Collected data:
━━━━━━

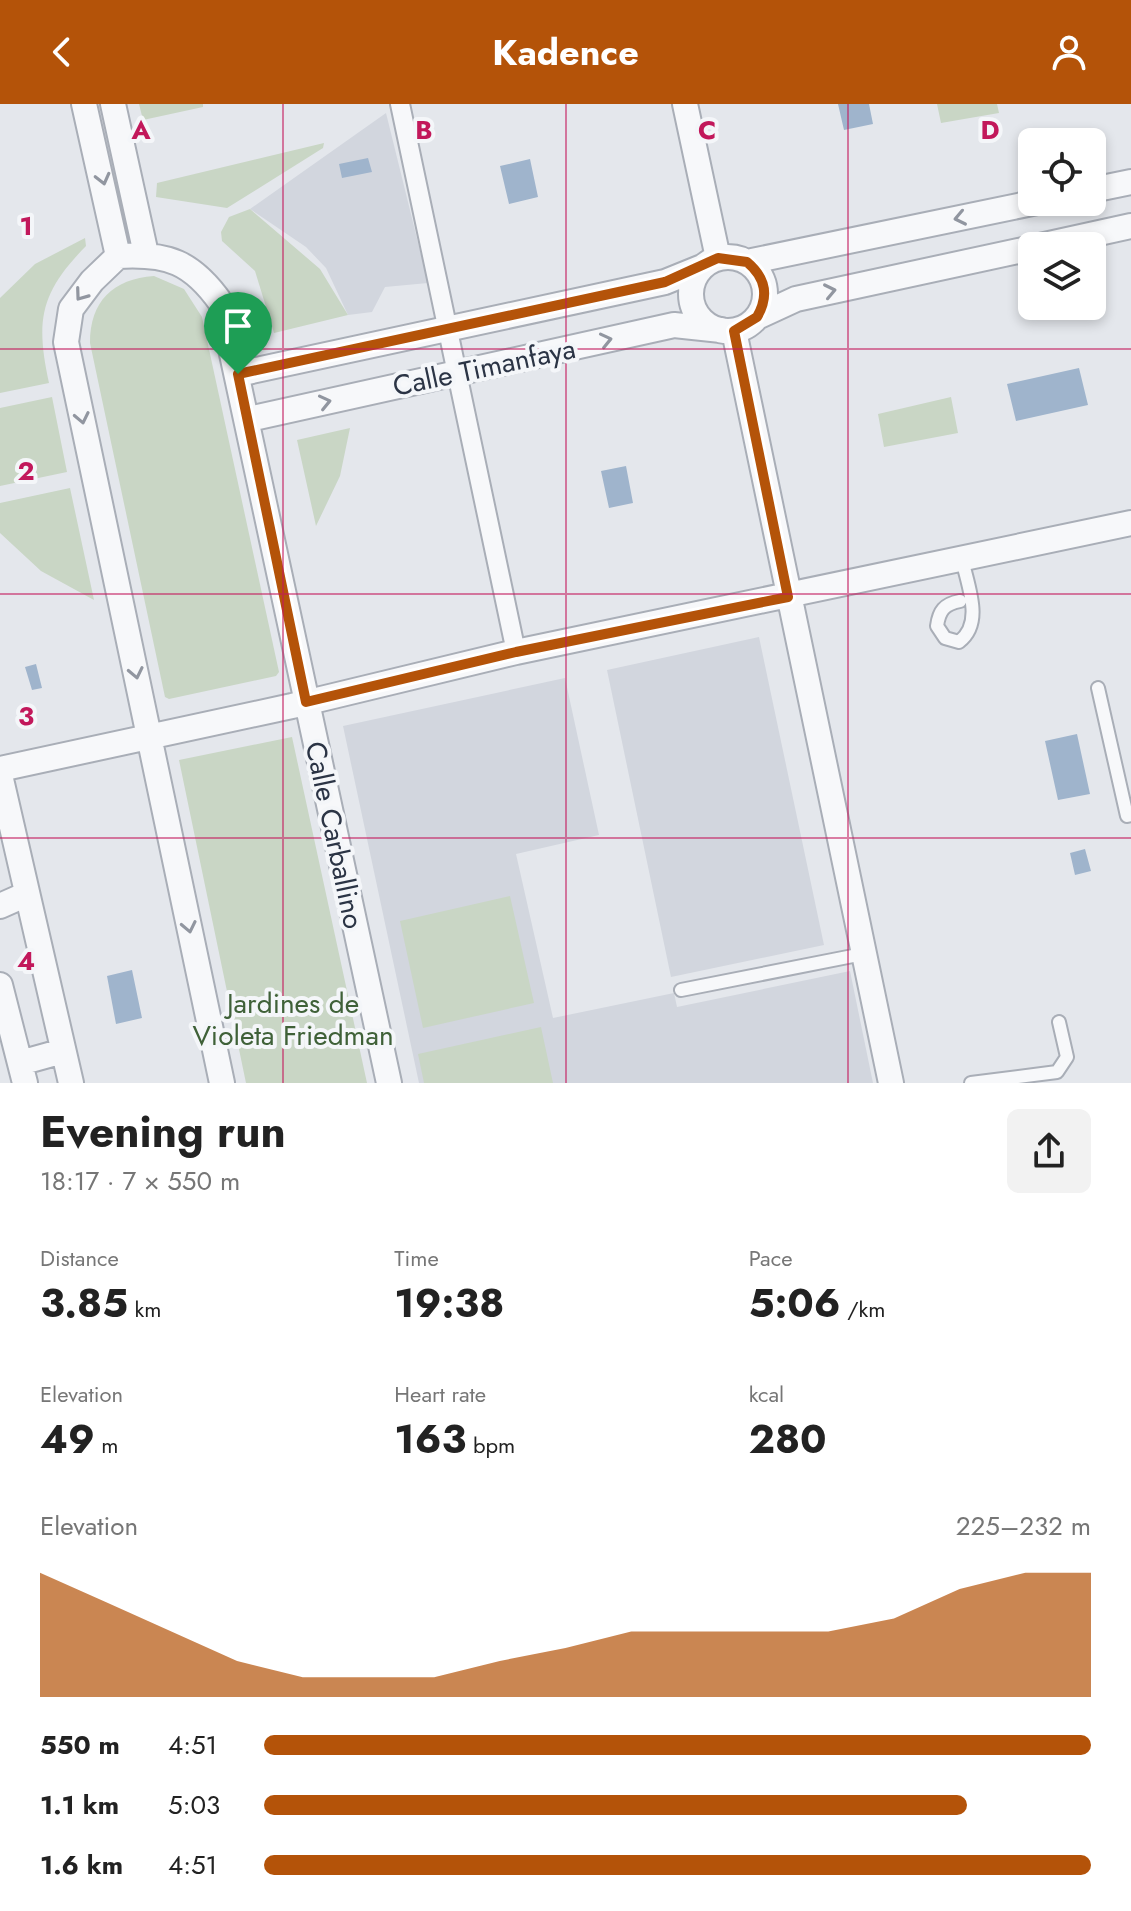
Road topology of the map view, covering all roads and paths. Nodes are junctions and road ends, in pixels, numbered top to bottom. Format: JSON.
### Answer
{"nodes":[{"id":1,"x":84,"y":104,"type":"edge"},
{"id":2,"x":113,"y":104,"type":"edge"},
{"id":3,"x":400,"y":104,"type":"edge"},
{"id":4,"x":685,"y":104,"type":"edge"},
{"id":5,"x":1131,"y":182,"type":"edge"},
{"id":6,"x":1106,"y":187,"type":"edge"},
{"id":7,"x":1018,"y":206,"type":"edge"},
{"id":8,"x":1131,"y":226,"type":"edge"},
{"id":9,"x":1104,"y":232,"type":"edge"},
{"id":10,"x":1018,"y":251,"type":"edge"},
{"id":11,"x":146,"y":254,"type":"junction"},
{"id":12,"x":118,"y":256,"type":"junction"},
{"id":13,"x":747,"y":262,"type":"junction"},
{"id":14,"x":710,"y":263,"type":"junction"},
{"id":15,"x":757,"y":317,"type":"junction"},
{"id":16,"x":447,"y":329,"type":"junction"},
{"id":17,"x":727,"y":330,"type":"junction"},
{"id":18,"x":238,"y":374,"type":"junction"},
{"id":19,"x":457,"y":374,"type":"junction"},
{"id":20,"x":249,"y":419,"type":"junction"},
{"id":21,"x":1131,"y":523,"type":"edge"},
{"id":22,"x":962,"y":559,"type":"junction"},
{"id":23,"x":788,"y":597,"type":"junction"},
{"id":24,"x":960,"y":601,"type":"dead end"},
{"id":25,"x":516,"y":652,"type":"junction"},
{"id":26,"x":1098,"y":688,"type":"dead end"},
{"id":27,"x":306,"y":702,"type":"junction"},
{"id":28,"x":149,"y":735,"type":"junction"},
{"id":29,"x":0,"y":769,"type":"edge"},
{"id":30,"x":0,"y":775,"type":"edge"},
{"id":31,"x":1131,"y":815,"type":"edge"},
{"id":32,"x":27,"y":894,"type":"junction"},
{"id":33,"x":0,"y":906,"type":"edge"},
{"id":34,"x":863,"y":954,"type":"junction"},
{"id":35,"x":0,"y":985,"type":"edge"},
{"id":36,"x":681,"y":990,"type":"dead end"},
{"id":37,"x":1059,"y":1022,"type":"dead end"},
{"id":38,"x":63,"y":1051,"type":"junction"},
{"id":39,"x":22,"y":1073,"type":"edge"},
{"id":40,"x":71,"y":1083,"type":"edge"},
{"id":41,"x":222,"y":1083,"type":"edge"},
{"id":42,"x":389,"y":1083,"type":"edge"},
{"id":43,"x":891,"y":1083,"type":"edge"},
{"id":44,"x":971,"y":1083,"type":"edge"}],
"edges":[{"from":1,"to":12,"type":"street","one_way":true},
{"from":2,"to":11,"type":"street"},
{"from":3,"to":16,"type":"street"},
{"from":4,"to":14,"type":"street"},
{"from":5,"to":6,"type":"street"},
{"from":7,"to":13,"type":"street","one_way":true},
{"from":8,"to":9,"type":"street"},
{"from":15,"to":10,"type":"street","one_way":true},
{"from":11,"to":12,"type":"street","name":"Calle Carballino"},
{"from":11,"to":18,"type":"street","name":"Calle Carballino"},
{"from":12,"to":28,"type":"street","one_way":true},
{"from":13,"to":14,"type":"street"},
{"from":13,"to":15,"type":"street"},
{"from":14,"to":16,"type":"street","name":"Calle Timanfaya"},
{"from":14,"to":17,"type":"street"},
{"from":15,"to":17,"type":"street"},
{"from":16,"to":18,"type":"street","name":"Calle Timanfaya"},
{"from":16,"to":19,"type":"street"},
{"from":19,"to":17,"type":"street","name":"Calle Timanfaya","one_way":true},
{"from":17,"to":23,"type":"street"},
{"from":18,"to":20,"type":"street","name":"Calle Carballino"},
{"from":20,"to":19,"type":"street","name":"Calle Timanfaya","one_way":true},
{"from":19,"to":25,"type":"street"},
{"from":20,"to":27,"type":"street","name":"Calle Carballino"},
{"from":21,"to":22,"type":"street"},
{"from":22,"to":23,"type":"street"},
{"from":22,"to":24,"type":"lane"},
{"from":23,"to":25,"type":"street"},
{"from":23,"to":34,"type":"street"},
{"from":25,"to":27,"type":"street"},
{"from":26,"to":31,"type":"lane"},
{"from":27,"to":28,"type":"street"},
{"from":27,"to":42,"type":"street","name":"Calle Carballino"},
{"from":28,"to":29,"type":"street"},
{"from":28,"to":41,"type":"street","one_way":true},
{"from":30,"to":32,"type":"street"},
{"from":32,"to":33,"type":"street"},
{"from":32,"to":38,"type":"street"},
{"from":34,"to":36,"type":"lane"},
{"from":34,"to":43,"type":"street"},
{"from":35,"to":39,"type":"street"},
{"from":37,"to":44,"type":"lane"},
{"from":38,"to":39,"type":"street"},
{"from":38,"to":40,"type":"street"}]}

━━━━━━

Exercise directions: Your reply should be a single number: how many lines in the entries above hold the string "dead".

Solution to this exercise: 4